Miguel Costa Coelho
Date: January 18, 2018. 11:00
Title: Experimental evolution of genetic instability: accelerating and controlling adaptation.
Affiliation: Department of Molecular an Celular Biology, Harvard University, USA.
Genetic instability, defined as an increase in the mutation rate, accelerates evolutionary adaptation and is universal in cancer. In mammals, instability is thought to arise primarily from inactivating or removing both copies of genes which function in DNA metabolism and cell cycle regulation. Repeatedly selecting for adaptive mutations selects for genetically unstable mutants in E. coli. I modified this approach to ask if single mutations could cause genetic instability in diploid strains of the budding yeast,Saccharomyces cerevisiae: I selected for the sequential inactivation of three groups of genes that can inhibit yeast proliferation. Our selection produced clones with increased point mutation, mitotic recombination, and chromosome loss rates.
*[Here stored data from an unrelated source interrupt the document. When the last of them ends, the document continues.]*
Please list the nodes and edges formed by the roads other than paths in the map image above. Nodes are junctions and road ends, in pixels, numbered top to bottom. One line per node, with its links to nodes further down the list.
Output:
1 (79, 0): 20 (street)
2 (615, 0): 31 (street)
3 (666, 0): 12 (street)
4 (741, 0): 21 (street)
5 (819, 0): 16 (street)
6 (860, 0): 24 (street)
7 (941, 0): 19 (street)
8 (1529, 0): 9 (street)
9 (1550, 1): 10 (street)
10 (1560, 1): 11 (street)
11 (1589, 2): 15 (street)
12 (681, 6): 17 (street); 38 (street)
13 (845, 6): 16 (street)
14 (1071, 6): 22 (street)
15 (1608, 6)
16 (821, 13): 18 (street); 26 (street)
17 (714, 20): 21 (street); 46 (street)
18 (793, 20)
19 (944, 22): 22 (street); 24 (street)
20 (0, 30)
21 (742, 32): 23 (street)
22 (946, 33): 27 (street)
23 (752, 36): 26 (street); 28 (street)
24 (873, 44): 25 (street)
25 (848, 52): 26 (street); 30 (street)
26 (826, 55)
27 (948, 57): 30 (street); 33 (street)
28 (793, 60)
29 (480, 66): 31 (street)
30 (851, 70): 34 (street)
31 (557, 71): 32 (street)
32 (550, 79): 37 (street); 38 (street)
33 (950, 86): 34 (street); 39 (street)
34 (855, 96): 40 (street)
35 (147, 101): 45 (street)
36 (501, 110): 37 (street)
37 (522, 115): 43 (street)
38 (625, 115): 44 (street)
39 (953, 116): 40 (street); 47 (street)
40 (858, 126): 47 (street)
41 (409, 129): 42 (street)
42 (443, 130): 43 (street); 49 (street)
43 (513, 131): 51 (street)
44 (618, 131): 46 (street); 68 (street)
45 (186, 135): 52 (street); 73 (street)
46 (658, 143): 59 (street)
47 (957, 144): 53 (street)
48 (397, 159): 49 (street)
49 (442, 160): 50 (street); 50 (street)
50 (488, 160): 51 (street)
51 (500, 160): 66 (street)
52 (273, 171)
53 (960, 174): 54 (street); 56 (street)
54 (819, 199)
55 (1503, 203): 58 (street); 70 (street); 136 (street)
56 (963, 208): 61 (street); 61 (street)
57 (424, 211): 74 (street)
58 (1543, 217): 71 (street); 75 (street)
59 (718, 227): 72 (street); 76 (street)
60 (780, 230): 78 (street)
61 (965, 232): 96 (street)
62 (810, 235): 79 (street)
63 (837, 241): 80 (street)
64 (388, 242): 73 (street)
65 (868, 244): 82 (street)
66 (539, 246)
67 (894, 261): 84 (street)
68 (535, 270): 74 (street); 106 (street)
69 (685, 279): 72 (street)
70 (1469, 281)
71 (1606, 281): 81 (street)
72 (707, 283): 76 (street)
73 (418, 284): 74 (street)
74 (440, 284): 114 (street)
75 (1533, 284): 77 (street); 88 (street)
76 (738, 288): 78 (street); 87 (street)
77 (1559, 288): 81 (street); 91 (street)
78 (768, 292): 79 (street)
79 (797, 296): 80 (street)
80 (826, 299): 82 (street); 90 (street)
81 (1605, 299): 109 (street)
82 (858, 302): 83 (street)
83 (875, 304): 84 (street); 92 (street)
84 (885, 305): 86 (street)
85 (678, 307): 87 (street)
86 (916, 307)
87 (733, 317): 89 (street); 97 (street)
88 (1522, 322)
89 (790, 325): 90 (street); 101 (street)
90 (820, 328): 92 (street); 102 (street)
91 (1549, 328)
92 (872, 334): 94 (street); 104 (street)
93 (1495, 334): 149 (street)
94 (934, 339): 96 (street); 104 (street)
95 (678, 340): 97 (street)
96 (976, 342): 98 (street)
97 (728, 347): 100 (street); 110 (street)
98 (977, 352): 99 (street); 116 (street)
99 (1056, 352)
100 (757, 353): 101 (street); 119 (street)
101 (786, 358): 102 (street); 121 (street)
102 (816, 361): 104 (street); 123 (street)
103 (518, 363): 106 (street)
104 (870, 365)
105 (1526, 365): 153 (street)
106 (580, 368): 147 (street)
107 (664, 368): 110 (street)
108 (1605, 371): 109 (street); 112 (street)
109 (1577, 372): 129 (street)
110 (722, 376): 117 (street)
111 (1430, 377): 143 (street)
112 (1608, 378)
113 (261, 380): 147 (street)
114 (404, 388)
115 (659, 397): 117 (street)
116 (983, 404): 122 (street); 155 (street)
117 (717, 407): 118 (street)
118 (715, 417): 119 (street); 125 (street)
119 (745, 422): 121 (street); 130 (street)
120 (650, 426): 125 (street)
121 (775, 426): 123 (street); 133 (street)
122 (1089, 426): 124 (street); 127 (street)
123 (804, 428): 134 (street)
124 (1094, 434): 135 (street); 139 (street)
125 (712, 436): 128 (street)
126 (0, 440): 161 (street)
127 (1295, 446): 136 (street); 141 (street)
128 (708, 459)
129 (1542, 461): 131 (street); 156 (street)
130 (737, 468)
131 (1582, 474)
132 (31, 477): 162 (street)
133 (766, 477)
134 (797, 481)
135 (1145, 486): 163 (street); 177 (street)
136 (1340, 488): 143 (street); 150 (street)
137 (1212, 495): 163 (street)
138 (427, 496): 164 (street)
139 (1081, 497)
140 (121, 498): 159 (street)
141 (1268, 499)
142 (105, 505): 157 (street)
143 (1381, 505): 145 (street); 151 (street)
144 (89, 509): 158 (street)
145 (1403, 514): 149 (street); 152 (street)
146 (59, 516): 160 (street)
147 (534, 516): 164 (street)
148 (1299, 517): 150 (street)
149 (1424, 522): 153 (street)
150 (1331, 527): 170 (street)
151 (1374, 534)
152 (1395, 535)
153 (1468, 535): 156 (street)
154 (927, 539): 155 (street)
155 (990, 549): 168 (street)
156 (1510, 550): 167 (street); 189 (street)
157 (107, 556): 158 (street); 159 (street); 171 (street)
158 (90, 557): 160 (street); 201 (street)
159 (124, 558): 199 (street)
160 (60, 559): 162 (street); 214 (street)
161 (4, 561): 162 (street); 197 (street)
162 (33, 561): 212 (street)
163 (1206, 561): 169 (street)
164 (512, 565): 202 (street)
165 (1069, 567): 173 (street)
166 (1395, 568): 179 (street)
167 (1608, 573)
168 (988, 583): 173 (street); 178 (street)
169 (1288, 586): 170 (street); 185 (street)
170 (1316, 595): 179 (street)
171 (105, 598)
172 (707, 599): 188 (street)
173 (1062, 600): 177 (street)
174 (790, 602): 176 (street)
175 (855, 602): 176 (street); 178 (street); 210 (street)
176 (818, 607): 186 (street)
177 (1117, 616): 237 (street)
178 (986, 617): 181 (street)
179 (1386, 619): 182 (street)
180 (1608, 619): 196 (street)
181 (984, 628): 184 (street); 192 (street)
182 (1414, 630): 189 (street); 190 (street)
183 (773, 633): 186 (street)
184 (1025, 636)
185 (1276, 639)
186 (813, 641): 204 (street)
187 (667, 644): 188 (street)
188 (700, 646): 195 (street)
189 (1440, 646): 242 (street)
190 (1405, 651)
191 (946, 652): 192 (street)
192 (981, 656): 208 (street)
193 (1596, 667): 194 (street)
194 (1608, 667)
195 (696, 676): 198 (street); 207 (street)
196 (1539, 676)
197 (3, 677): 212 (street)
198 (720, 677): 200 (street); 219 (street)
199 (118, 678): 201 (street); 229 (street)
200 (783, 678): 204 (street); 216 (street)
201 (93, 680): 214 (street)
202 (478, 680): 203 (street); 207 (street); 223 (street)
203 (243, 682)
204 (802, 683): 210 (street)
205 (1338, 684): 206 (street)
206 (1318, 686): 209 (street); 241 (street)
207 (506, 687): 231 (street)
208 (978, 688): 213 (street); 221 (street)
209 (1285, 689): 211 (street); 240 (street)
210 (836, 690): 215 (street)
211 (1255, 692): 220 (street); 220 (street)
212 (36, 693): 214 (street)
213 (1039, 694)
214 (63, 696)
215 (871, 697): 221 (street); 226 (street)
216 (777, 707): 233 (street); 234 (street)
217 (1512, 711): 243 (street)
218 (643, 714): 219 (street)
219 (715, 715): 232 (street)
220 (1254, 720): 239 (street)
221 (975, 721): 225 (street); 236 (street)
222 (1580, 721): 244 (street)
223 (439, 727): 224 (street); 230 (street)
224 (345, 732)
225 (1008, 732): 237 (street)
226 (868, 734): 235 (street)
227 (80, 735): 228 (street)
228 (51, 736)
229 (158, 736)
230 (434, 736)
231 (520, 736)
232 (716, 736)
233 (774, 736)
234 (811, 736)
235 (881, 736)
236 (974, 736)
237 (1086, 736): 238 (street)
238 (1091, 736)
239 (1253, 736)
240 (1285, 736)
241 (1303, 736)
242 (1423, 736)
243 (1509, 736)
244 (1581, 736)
Genetic analysis identified candidate, heterozygous mutations. When these were engineered, individually, into the ancestral, genetically stable, diploid strain, they caused genetic instability. The genes harboring causative mutations were enriched for genes functioning in transport, protein quality control, and DNA metabolism, they differ from genes found in previous screens for genetic instability, and they include essential genes and homologs implicated in human cancer. I conclude that single genetic events can cause genetic instability in diploid yeast cells, and propose that similar, single-hit, mutations may initiate genetic instability in cancer. A human-based experimental evolution system to understand the role of instability during cancer development will be discussed, together with a small-molecule handles to quench adaptation and treatment resistance.